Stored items

---+---

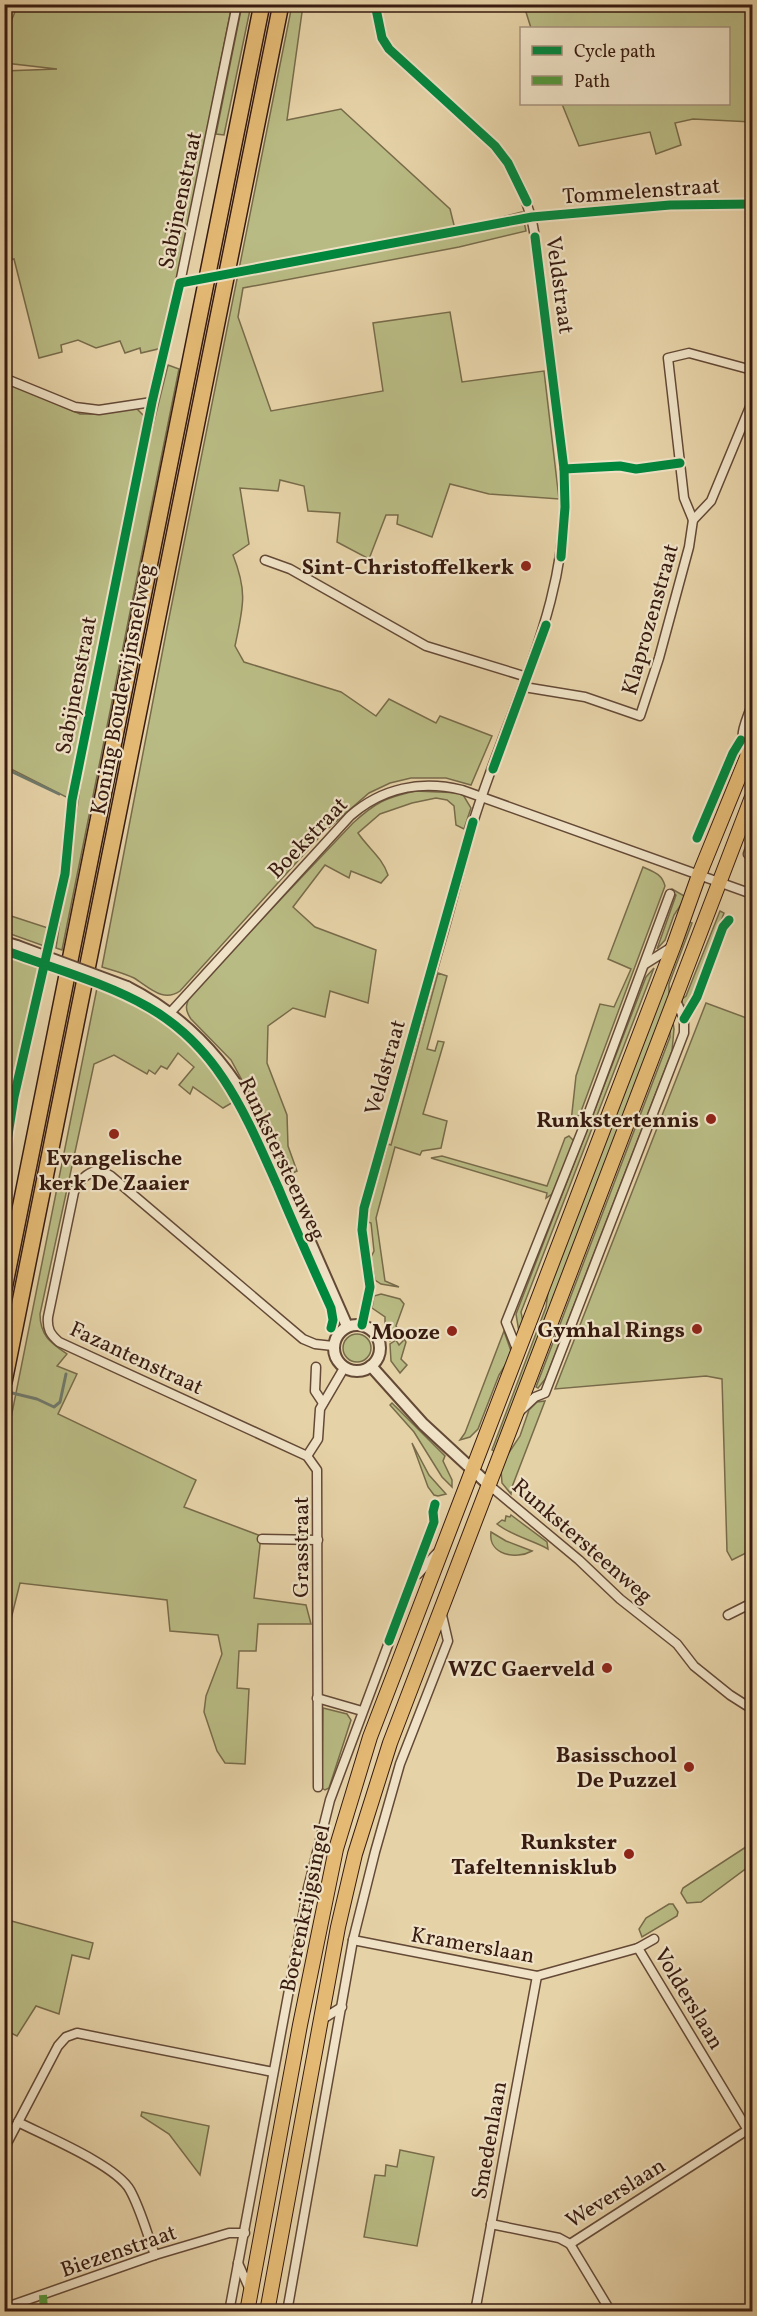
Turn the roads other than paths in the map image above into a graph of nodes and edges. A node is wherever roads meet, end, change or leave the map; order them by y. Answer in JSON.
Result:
{"nodes":[{"id":1,"x":237,"y":4,"type":"edge"},
{"id":2,"x":262,"y":4,"type":"edge"},
{"id":3,"x":281,"y":4,"type":"edge"},
{"id":4,"x":375,"y":4,"type":"edge"},
{"id":5,"x":753,"y":204,"type":"edge"},
{"id":6,"x":532,"y":217,"type":"junction"},
{"id":7,"x":753,"y":370,"type":"edge"},
{"id":8,"x":4,"y":378,"type":"edge"},
{"id":9,"x":152,"y":402,"type":"junction"},
{"id":10,"x":753,"y":402,"type":"edge"},
{"id":11,"x":693,"y":520,"type":"junction"},
{"id":12,"x":265,"y":561,"type":"dead end"},
{"id":13,"x":527,"y":677,"type":"junction"},
{"id":14,"x":524,"y":687,"type":"junction"},
{"id":15,"x":753,"y":705,"type":"edge"},
{"id":16,"x":747,"y":743,"type":"edge"},
{"id":17,"x":483,"y":797,"type":"junction"},
{"id":18,"x":751,"y":804,"type":"edge"},
{"id":19,"x":697,"y":838,"type":"dead end"},
{"id":20,"x":753,"y":842,"type":"edge"},
{"id":21,"x":748,"y":854,"type":"dead end"},
{"id":22,"x":699,"y":875,"type":"junction"},
{"id":23,"x":720,"y":882,"type":"junction"},
{"id":24,"x":670,"y":894,"type":"dead end"},
{"id":25,"x":753,"y":894,"type":"edge"},
{"id":26,"x":729,"y":920,"type":"dead end"},
{"id":27,"x":4,"y":942,"type":"edge"},
{"id":28,"x":674,"y":945,"type":"junction"},
{"id":29,"x":644,"y":964,"type":"junction"},
{"id":30,"x":675,"y":998,"type":"junction"},
{"id":31,"x":170,"y":1013,"type":"junction"},
{"id":32,"x":684,"y":1019,"type":"junction"},
{"id":33,"x":4,"y":1088,"type":"edge"},
{"id":34,"x":14,"y":1097,"type":"junction"},
{"id":35,"x":4,"y":1160,"type":"edge"},
{"id":36,"x":4,"y":1288,"type":"edge"},
{"id":37,"x":362,"y":1325,"type":"junction"},
{"id":38,"x":347,"y":1326,"type":"junction"},
{"id":39,"x":333,"y":1346,"type":"junction"},
{"id":40,"x":518,"y":1352,"type":"junction"},
{"id":41,"x":371,"y":1366,"type":"junction"},
{"id":42,"x":316,"y":1367,"type":"dead end"},
{"id":43,"x":344,"y":1368,"type":"junction"},
{"id":44,"x":4,"y":1382,"type":"edge"},
{"id":45,"x":323,"y":1403,"type":"junction"},
{"id":46,"x":517,"y":1414,"type":"junction"},
{"id":47,"x":307,"y":1456,"type":"junction"},
{"id":48,"x":472,"y":1472,"type":"junction"},
{"id":49,"x":489,"y":1485,"type":"junction"},
{"id":50,"x":434,"y":1522,"type":"dead end"},
{"id":51,"x":262,"y":1539,"type":"dead end"},
{"id":52,"x":318,"y":1540,"type":"junction"},
{"id":53,"x":444,"y":1546,"type":"junction"},
{"id":54,"x":414,"y":1579,"type":"junction"},
{"id":55,"x":753,"y":1603,"type":"edge"},
{"id":56,"x":441,"y":1610,"type":"junction"},
{"id":57,"x":728,"y":1616,"type":"dead end"},
{"id":58,"x":317,"y":1698,"type":"junction"},
{"id":59,"x":753,"y":1709,"type":"edge"},
{"id":60,"x":363,"y":1711,"type":"junction"},
{"id":61,"x":318,"y":1787,"type":"dead end"},
{"id":62,"x":654,"y":1939,"type":"dead end"},
{"id":63,"x":353,"y":1940,"type":"junction"},
{"id":64,"x":638,"y":1948,"type":"junction"},
{"id":65,"x":537,"y":1976,"type":"junction"},
{"id":66,"x":342,"y":2007,"type":"junction"},
{"id":67,"x":321,"y":2020,"type":"junction"},
{"id":68,"x":273,"y":2072,"type":"junction"},
{"id":69,"x":18,"y":2122,"type":"junction"},
{"id":70,"x":751,"y":2131,"type":"edge"},
{"id":71,"x":4,"y":2148,"type":"edge"},
{"id":72,"x":491,"y":2224,"type":"junction"},
{"id":73,"x":245,"y":2232,"type":"junction"},
{"id":74,"x":570,"y":2244,"type":"junction"},
{"id":75,"x":155,"y":2256,"type":"junction"},
{"id":76,"x":238,"y":2263,"type":"junction"},
{"id":77,"x":251,"y":2292,"type":"junction"},
{"id":78,"x":4,"y":2308,"type":"edge"},
{"id":79,"x":229,"y":2312,"type":"edge"},
{"id":80,"x":247,"y":2312,"type":"edge"},
{"id":81,"x":267,"y":2312,"type":"edge"},
{"id":82,"x":287,"y":2312,"type":"edge"},
{"id":83,"x":475,"y":2312,"type":"edge"},
{"id":84,"x":611,"y":2312,"type":"edge"}],
"edges":[{"from":1,"to":9,"type":"street","name":"Sabijnenstraat"},
{"from":2,"to":36,"type":"highway","name":"Koning Boudewijnsnelweg"},
{"from":3,"to":44,"type":"highway","name":"Koning Boudewijnsnelweg"},
{"from":4,"to":6,"type":"street","name":"Veldstraat"},
{"from":5,"to":6,"type":"street","name":"Tommelenstraat"},
{"from":6,"to":13,"type":"street","name":"Veldstraat"},
{"from":7,"to":11,"type":"street","name":"Klaprozenstraat"},
{"from":8,"to":9,"type":"street"},
{"from":9,"to":34,"type":"street","name":"Sabijnenstraat"},
{"from":10,"to":11,"type":"street","name":"Klaprozenstraat"},
{"from":11,"to":14,"type":"street","name":"Klaprozenstraat"},
{"from":12,"to":13,"type":"street"},
{"from":13,"to":14,"type":"street","name":"Veldstraat"},
{"from":14,"to":17,"type":"street","name":"Veldstraat"},
{"from":15,"to":16,"type":"street"},
{"from":16,"to":19,"type":"street"},
{"from":16,"to":22,"type":"highway","name":"Boerenkrijgsingel"},
{"from":17,"to":22,"type":"street","name":"Boekstraat"},
{"from":17,"to":31,"type":"street","name":"Boekstraat"},
{"from":17,"to":37,"type":"street","name":"Veldstraat"},
{"from":18,"to":23,"type":"highway","name":"Boerenkrijgsingel"},
{"from":20,"to":21,"type":"street"},
{"from":22,"to":23,"type":"street","name":"Boekstraat"},
{"from":22,"to":28,"type":"highway","name":"Boerenkrijgsingel"},
{"from":23,"to":25,"type":"street","name":"Boekstraat"},
{"from":23,"to":30,"type":"highway","name":"Boerenkrijgsingel"},
{"from":24,"to":29,"type":"street"},
{"from":26,"to":32,"type":"street"},
{"from":27,"to":31,"type":"street","name":"Runkstersteenweg","bridge":true},
{"from":28,"to":29,"type":"street"},
{"from":28,"to":40,"type":"highway","name":"Boerenkrijgsingel"},
{"from":29,"to":40,"type":"street"},
{"from":30,"to":32,"type":"street"},
{"from":30,"to":46,"type":"highway","name":"Boerenkrijgsingel"},
{"from":31,"to":38,"type":"street","name":"Runkstersteenweg"},
{"from":32,"to":46,"type":"street"},
{"from":33,"to":34,"type":"street"},
{"from":34,"to":35,"type":"street","name":"Sabijnenstraat"},
{"from":37,"to":38,"type":"street"},
{"from":37,"to":41,"type":"street"},
{"from":38,"to":39,"type":"street"},
{"from":39,"to":43,"type":"street"},
{"from":39,"to":47,"type":"street","name":"Fazantenstraat"},
{"from":40,"to":48,"type":"highway","name":"Boerenkrijgsingel"},
{"from":41,"to":43,"type":"street"},
{"from":41,"to":48,"type":"street","name":"Runkstersteenweg"},
{"from":42,"to":45,"type":"street"},
{"from":43,"to":45,"type":"street"},
{"from":45,"to":47,"type":"street"},
{"from":46,"to":49,"type":"highway","name":"Boerenkrijgsingel"},
{"from":47,"to":52,"type":"street","name":"Grasstraat"},
{"from":48,"to":49,"type":"street","name":"Runkstersteenweg"},
{"from":48,"to":53,"type":"highway","name":"Boerenkrijgsingel"},
{"from":49,"to":56,"type":"highway","name":"Boerenkrijgsingel"},
{"from":49,"to":59,"type":"street","name":"Runkstersteenweg"},
{"from":50,"to":54,"type":"street","name":"Boerenkrijgsingel"},
{"from":51,"to":52,"type":"street"},
{"from":52,"to":58,"type":"street","name":"Grasstraat"},
{"from":53,"to":54,"type":"street","name":"Boerenkrijgsingel"},
{"from":53,"to":77,"type":"highway","name":"Boerenkrijgsingel"},
{"from":54,"to":60,"type":"street","name":"Boerenkrijgsingel"},
{"from":55,"to":57,"type":"street"},
{"from":56,"to":63,"type":"street"},
{"from":56,"to":67,"type":"highway","name":"Boerenkrijgsingel"},
{"from":58,"to":60,"type":"street"},
{"from":58,"to":61,"type":"street","name":"Grasstraat"},
{"from":60,"to":68,"type":"street","name":"Boerenkrijgsingel"},
{"from":62,"to":64,"type":"street","name":"Kramerslaan"},
{"from":63,"to":65,"type":"street","name":"Kramerslaan"},
{"from":63,"to":66,"type":"street"},
{"from":64,"to":65,"type":"street","name":"Kramerslaan"},
{"from":64,"to":70,"type":"street","name":"Volderslaan"},
{"from":65,"to":72,"type":"street","name":"Smedenlaan"},
{"from":66,"to":67,"type":"street"},
{"from":66,"to":82,"type":"street"},
{"from":67,"to":81,"type":"highway","name":"Boerenkrijgsingel"},
{"from":68,"to":69,"type":"street"},
{"from":68,"to":73,"type":"street","name":"Boerenkrijgsingel"},
{"from":69,"to":71,"type":"street"},
{"from":69,"to":75,"type":"street"},
{"from":70,"to":74,"type":"street","name":"Weverslaan"},
{"from":72,"to":74,"type":"street","name":"Weverslaan"},
{"from":72,"to":83,"type":"street","name":"Smedenlaan"},
{"from":73,"to":75,"type":"street","name":"Biezenstraat"},
{"from":73,"to":76,"type":"street","name":"Boerenkrijgsingel"},
{"from":74,"to":84,"type":"street"},
{"from":75,"to":78,"type":"street","name":"Biezenstraat"},
{"from":76,"to":77,"type":"street"},
{"from":76,"to":79,"type":"street","name":"Boerenkrijgsingel"},
{"from":77,"to":80,"type":"highway","name":"Boerenkrijgsingel"}]}
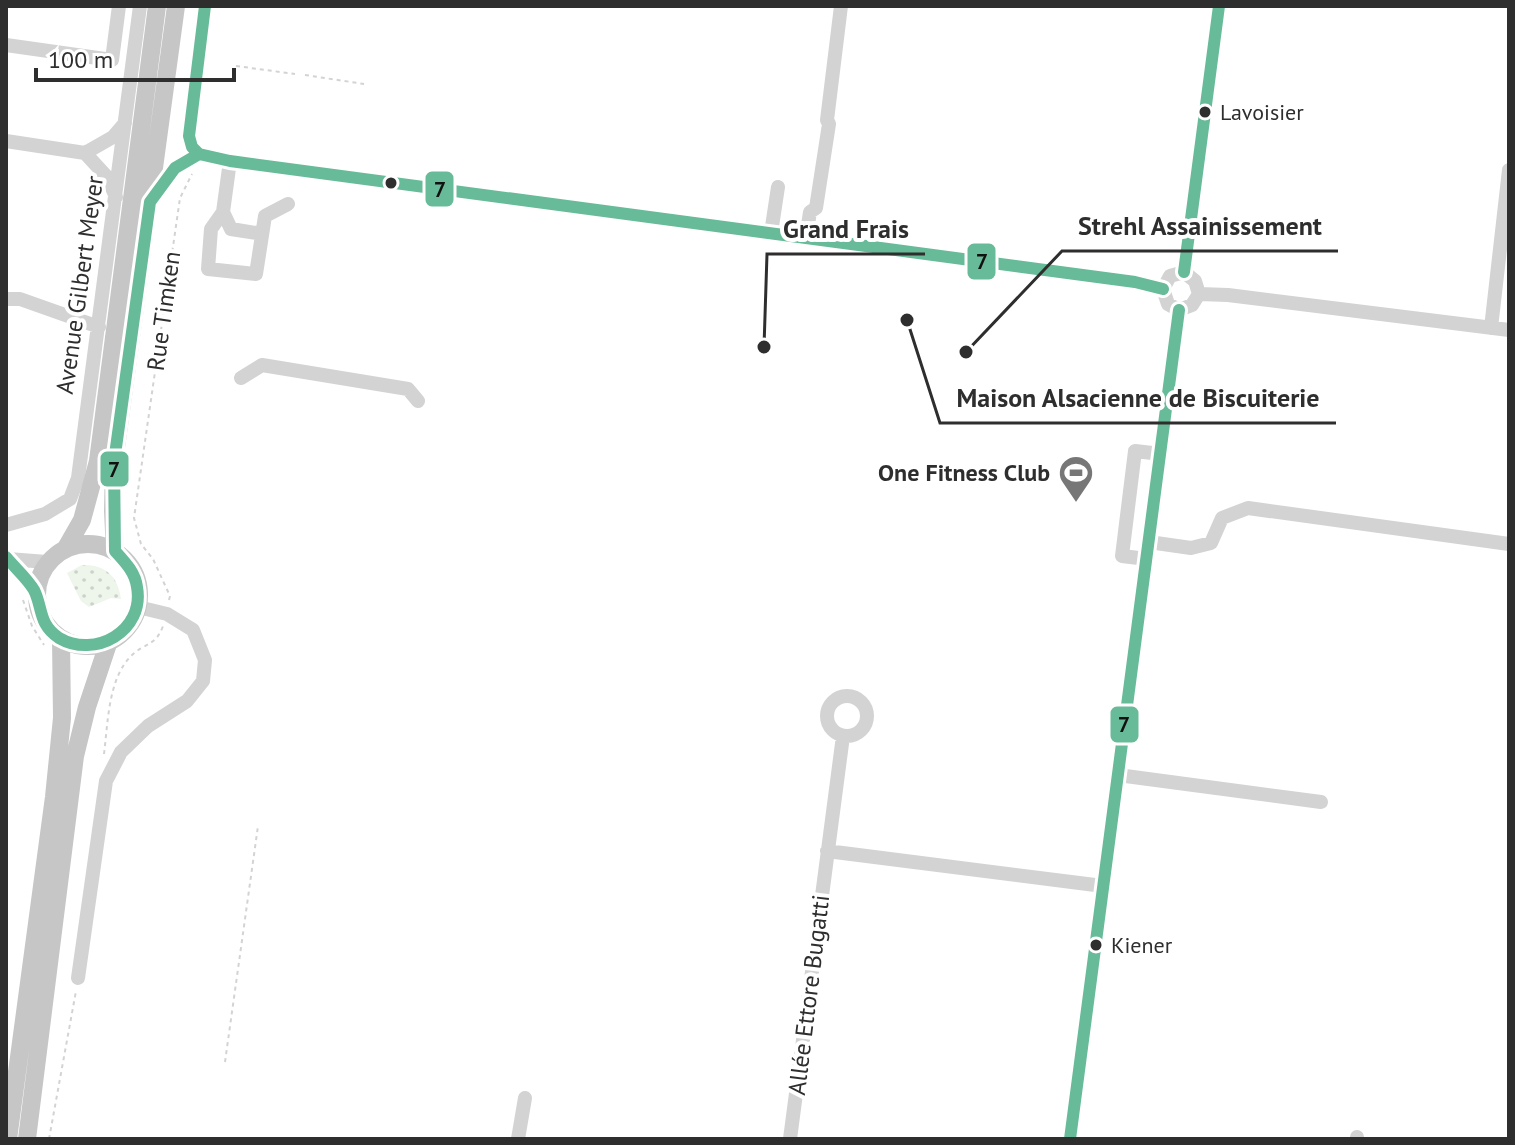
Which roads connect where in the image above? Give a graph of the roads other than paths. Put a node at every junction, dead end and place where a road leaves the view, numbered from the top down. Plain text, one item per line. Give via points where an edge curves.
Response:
1 (119, 6) edge
2 (157, 6) edge
3 (176, 6) edge
4 (205, 6) edge
5 (841, 6) edge
6 (1219, 6) edge
7 (138, 9) edge
8 (6, 45) edge
9 (125, 123) junction
10 (6, 141) edge
11 (85, 153) junction
12 (199, 154) junction
13 (230, 161) junction
14 (1509, 170) edge
15 (778, 187) dead end
16 (116, 197) junction
17 (150, 202) junction
18 (288, 204) dead end
19 (223, 212) junction
20 (771, 233) junction
21 (262, 234) junction
22 (806, 238) junction
23 (1184, 272) junction
24 (1163, 289) junction
25 (1199, 294) junction
26 (6, 299) edge
27 (1179, 310) junction
28 (99, 327) junction
29 (1491, 328) junction
30 (1509, 330) edge
31 (241, 378) dead end
32 (418, 401) dead end
33 (1161, 454) junction
34 (6, 525) edge
35 (1149, 542) junction
36 (1509, 544) edge
37 (66, 548) junction
38 (115, 551) junction
39 (7, 558) edge
40 (1147, 559) junction
41 (47, 562) junction
42 (27, 592) junction
43 (138, 607) junction
44 (109, 641) junction
45 (53, 642) junction
46 (843, 736) dead end
47 (1118, 775) junction
48 (1321, 802) dead end
49 (827, 851) junction
50 (1103, 886) junction
51 (78, 978) road end
52 (525, 1098) dead end
53 (8, 1139) edge
54 (27, 1139) edge
55 (518, 1139) edge
56 (790, 1139) edge
57 (1070, 1139) edge

1 - 8 street via 112,60
2 - 37 main road, Avenue Gilbert Meyer via 98,461 82,520
3 - 17 main road
4 - 12 street via 189,136
5 - 22 street via 816,208 810,212
6 - 23 street
7 - 9 street, Avenue Gilbert Meyer
9 - 11 street
9 - 16 street, Avenue Gilbert Meyer
10 - 11 street
11 - 16 street via 107,177
12 - 13 street
12 - 17 street via 175,168
13 - 19 street
13 - 20 street
14 - 29 street
15 - 20 street
16 - 28 street, Avenue Gilbert Meyer
17 - 38 main road via 114,462
18 - 21 street via 265,216
19 - 21 street via 231,229
19 - 21 street via 211,229 208,269 256,274
20 - 22 street
22 - 24 street
23 - 24 street via 1170,276
23 - 25 street via 1195,281
24 - 27 street via 1168,304
25 - 27 street via 1192,305
25 - 29 street
26 - 28 street via 20,299
27 - 33 street
28 - 34 street, Avenue Gilbert Meyer via 78,478 70,499 45,514
29 - 30 street
31 - 32 street via 262,365 408,389
33 - 35 street
33 - 40 street via 1135,451 1122,556
35 - 36 street via 1191,548 1211,543 1222,518 1248,508
35 - 40 street
37 - 38 main road via 90,543
37 - 41 main road, Avenue Gilbert Meyer
38 - 43 main road via 136,575
39 - 41 street
39 - 42 street
40 - 47 street
41 - 42 main road
42 - 45 main road
43 - 44 main road via 124,631
43 - 51 street via 167,614 193,630 205,660 203,681 187,701 148,726 121,752 106,781
44 - 45 main road via 85,646
44 - 54 main road via 75,756
45 - 53 main road via 62,718
46 - 49 street, Allée Ettore Bugatti
47 - 48 street
47 - 50 street
49 - 50 street
49 - 56 street, Allée Ettore Bugatti
50 - 57 street
52 - 55 street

---+---

Gather up, from the records above, each line where the word "Bugatti" appears.

46 - 49 street, Allée Ettore Bugatti
49 - 56 street, Allée Ettore Bugatti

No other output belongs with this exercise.